Caution is needed in generalizing these preliminary findings, especially with regard to the analyses of physician demographic characteristics. There were only one Black and two White physicians representing these racial/ethnic groups, greatly reducing generalizability. Because of the unbalanced distribution of physician race/ethnicity and gender (e.g., both White physicians were males and the one Black physician was a female) the physician race/ethnicity and gender effects could not be examined independently, and these effects may be confounded. Similarly, because all patients in the study self-identified as Black/African American, it is not possible to determine whether the effects reported here are due to general communication styles or are specific to interactions with Black/African American patients.
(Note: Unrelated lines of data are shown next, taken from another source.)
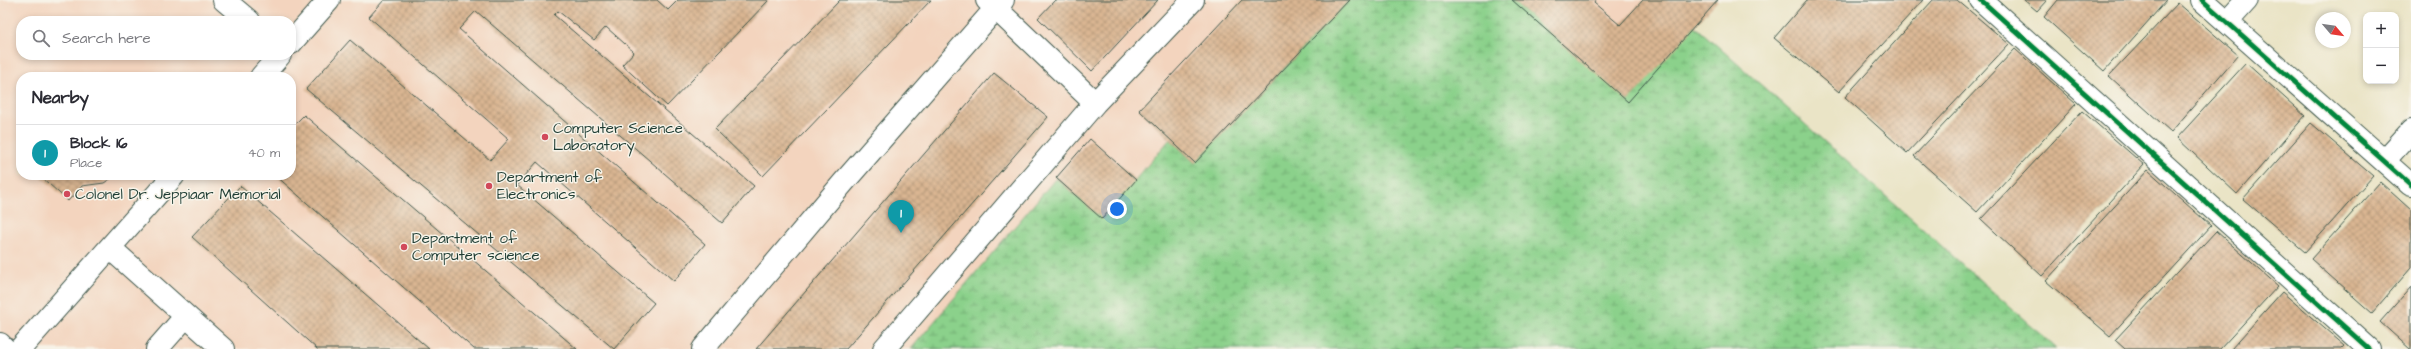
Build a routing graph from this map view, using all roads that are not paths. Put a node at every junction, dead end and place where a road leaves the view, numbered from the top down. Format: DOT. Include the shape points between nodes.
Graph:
graph roads {
  1 [pos="224,0"];
  2 [pos="329,0"];
  3 [pos="1193,0"];
  4 [pos="1981,0"];
  5 [pos="2202,0"];
  6 [pos="2247,0"];
  7 [pos="995,3"];
  8 [pos="243,16"];
  9 [pos="2227,22"];
  10 [pos="296,37"];
  11 [pos="276,60"];
  12 [pos="265,72"];
  13 [pos="1095,103"];
  14 [pos="2411,132"];
  15 [pos="2384,161"];
  16 [pos="170,180"];
  17 [pos="2411,185"];
  18 [pos="110,248"];
  19 [pos="186,316"];
  20 [pos="0,344"];
  21 [pos="5,349"];
  22 [pos="20,349"];
  23 [pos="157,349"];
  24 [pos="223,349"];
  25 [pos="703,349"];
  26 [pos="884,349"];
  27 [pos="2369,349"];
  1 -- 8 [label="street"];
  2 -- 10 [label="street"];
  3 -- 13 [label="street"];
  4 -- 27 [label="street"];
  5 -- 9 [label="street"];
  6 -- 9 [label="street"];
  7 -- 13 [label="street"];
  7 -- 25 [label="street"];
  9 -- 15 [label="street"];
  11 -- 12 [label="street"];
  13 -- 26 [label="street"];
  14 -- 15 [label="street"];
  15 -- 17 [label="street"];
  16 -- 18 [label="street"];
  18 -- 19 [label="street"];
  18 -- 22 [label="street"];
  19 -- 23 [label="street"];
  19 -- 24 [label="street"];
  20 -- 21 [label="street"];
}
Further, the overall total sample size (N=132) is small, and because the measure of patient trust was added midway through the study sample size is further reduced for this analysis. Nevertheless, these initial findings encourage further use of LSA to investigate communication patterns in patient-physician interaction. Future research should use larger datasets to investigate questions about the effects of demographic influences, individual differences, and contextual factors on patient-physician communications, and to examine the association of semantic similarity with important variables such as patient satisfaction, trust, adherence, and health outcomes.
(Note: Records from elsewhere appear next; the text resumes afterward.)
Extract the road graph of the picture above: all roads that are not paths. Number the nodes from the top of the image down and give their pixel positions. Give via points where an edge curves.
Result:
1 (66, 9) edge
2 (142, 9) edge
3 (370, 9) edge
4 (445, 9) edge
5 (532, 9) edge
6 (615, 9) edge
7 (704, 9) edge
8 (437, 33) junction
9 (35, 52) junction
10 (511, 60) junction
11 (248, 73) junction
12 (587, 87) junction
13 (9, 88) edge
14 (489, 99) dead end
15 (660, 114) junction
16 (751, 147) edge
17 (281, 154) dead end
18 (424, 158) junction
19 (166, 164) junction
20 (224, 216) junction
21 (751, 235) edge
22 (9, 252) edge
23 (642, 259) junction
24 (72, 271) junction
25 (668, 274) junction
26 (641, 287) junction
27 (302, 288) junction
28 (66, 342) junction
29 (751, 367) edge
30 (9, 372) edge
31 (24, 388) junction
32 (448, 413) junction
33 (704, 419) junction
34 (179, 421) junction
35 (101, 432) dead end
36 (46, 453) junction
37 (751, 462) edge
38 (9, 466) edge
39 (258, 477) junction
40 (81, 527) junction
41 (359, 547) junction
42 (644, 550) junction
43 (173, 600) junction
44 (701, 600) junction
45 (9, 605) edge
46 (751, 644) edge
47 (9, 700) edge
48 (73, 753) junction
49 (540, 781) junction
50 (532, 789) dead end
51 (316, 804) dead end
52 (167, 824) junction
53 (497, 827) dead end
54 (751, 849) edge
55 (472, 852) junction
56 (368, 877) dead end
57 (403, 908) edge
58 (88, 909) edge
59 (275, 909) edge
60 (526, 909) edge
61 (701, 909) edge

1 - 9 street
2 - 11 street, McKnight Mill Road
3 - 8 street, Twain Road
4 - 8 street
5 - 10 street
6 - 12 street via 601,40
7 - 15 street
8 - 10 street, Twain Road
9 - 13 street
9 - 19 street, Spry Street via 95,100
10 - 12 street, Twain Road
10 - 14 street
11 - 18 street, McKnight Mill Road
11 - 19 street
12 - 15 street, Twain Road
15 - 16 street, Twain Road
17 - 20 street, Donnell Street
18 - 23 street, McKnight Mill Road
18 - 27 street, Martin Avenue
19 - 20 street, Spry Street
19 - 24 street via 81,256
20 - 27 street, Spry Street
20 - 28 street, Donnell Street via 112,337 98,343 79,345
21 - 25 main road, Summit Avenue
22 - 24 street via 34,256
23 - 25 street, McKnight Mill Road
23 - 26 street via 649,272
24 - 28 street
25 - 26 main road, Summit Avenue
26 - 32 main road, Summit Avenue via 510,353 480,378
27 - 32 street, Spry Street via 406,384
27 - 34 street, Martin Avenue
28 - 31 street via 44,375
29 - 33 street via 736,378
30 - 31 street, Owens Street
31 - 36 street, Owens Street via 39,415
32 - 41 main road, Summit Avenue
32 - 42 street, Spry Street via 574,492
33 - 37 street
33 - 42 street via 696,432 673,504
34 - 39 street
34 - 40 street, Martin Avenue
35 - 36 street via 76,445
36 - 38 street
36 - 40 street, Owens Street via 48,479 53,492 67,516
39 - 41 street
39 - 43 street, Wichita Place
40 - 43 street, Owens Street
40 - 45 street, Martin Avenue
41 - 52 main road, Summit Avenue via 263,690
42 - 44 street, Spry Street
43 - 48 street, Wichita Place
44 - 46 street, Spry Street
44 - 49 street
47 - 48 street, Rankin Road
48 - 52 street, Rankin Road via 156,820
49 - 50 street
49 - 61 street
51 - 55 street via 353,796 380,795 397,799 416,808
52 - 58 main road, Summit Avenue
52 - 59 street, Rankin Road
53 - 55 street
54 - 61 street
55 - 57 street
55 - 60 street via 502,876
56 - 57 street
Several considerations should be kept in mind when deciding whether to apply LSA to physician-patient communication research. First, although LSA requires fewer resources to evaluate text when compared to human coding of medical interactions, the research team still needs to record and transcribe the medical interactions and format the texts for computer analysis. Second, interpretation of results is dependent on the semantic space used in the study, and so generalization across studies needs to be done with caution; this limitation may be obviated by sharing semantic spaces across laboratories. Third, in LSA meaning is derived from the co-occurrence of words in each text, without regard to the order of words, punctuation, or nearness of words within the text. However, the amount of meaning lost by not considering word order may be small; several methods converge to find that word order accounts for about 10-15% of the variance in the meaning of multi-sentence English texts (Landauer, 2007). Finally, because LSA is a bottom-up, atheoretical approach, it is difficult to derive specific semantic meaning from dimension loadings or the semantic space. However, this characteristic of LSA may also provide some advantages over investigator-created coding scales and questionnaires, by allowing discovery of connections that exist outside of the theoretical and cultural constructs that may currently constrain investigators. The online supplement presents more detailed considerations when using LSA, as well as other potential applications of the method, such as investigating interactions with more granularity and studying patient-physician-companion triads. LSA flexibly allows assessment of similarity between texts of any length, from single words to lengthy manuscripts, and permits asking a variety of research questions about face-to-face or tele-health interactions, or health-related internet sites (e.g., Jucks & Bromme, 2007). In sum, LSA is a very promising tool for patient-physician communication researchers.